Go through the entries one line at a time, and gather every line that has the word "Edgestone".

** Opening SOURCE MATERIAL block **

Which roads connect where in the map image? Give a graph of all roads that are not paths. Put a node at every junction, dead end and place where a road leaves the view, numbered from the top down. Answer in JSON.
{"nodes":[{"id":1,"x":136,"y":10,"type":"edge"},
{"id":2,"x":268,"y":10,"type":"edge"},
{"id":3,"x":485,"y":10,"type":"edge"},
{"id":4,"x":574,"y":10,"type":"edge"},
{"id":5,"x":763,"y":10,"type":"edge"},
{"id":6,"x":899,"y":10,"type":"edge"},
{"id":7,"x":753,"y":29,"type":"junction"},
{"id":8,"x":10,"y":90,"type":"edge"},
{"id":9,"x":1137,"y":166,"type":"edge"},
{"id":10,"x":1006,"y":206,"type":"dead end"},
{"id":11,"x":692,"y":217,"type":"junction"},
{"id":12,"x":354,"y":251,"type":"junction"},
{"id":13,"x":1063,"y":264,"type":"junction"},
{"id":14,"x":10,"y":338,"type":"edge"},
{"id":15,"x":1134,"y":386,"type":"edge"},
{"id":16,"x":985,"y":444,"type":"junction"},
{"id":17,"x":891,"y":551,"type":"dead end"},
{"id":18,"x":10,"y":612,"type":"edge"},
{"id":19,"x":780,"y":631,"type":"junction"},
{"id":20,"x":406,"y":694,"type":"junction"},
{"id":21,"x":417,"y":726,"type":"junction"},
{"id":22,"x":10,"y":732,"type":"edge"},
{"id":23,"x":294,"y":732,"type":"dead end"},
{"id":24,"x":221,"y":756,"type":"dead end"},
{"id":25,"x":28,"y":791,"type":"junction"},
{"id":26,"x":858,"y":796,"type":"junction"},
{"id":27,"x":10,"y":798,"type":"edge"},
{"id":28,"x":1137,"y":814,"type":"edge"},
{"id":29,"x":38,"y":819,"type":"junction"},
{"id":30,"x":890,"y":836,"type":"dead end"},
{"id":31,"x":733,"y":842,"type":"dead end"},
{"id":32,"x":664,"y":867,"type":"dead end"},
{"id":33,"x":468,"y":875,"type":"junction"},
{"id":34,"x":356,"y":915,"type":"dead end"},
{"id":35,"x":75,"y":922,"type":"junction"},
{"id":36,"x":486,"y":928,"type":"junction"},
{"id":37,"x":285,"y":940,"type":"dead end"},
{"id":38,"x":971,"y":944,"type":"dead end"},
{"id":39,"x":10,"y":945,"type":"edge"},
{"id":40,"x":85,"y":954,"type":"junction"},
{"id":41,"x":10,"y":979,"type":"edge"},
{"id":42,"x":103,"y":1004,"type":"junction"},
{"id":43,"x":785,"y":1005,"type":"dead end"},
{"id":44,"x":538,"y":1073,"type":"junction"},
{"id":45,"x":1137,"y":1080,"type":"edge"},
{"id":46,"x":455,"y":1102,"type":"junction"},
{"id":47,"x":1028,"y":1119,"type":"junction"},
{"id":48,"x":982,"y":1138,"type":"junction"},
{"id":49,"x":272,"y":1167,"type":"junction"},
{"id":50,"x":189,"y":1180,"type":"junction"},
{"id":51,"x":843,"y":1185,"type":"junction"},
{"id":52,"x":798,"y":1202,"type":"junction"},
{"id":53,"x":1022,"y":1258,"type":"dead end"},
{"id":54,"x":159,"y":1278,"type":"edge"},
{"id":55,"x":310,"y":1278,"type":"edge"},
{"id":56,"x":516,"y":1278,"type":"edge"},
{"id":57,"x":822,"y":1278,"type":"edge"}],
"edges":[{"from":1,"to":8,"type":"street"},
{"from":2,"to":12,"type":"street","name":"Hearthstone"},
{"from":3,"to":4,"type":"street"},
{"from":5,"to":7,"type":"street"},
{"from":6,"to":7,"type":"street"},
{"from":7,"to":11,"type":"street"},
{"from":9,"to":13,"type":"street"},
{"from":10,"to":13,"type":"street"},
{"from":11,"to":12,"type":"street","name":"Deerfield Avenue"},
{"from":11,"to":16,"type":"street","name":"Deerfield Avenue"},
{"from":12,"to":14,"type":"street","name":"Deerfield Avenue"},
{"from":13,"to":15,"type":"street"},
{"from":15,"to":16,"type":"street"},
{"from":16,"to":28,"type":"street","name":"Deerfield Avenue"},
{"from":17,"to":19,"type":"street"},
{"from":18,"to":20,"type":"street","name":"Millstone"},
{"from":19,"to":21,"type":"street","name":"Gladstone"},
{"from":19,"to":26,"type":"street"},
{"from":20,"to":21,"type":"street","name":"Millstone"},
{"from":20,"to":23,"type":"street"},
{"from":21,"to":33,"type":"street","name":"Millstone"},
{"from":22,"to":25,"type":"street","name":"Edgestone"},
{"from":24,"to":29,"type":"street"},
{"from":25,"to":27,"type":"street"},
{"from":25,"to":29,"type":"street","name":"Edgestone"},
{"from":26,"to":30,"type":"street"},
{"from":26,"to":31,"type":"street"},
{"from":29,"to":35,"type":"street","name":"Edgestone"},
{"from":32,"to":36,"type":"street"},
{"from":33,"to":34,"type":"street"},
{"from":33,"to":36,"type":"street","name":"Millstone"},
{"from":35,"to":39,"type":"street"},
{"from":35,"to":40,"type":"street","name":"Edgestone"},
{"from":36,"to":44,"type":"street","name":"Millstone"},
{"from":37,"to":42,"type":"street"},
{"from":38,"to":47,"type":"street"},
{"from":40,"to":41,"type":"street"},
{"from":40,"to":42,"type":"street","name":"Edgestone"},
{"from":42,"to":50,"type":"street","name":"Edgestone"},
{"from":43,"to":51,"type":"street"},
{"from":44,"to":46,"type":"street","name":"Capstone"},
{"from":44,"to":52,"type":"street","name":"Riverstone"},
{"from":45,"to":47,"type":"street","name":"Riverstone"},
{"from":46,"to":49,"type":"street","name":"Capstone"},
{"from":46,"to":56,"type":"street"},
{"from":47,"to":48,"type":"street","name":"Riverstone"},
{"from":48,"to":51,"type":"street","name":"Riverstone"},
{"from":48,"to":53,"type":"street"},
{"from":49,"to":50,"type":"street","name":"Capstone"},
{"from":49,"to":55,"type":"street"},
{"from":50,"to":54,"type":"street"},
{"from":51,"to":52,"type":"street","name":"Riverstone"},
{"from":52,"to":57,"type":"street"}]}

** Closing SOURCE MATERIAL block **

TASK RESULT:
{"from":22,"to":25,"type":"street","name":"Edgestone"},
{"from":25,"to":29,"type":"street","name":"Edgestone"},
{"from":29,"to":35,"type":"street","name":"Edgestone"},
{"from":35,"to":40,"type":"street","name":"Edgestone"},
{"from":40,"to":42,"type":"street","name":"Edgestone"},
{"from":42,"to":50,"type":"street","name":"Edgestone"},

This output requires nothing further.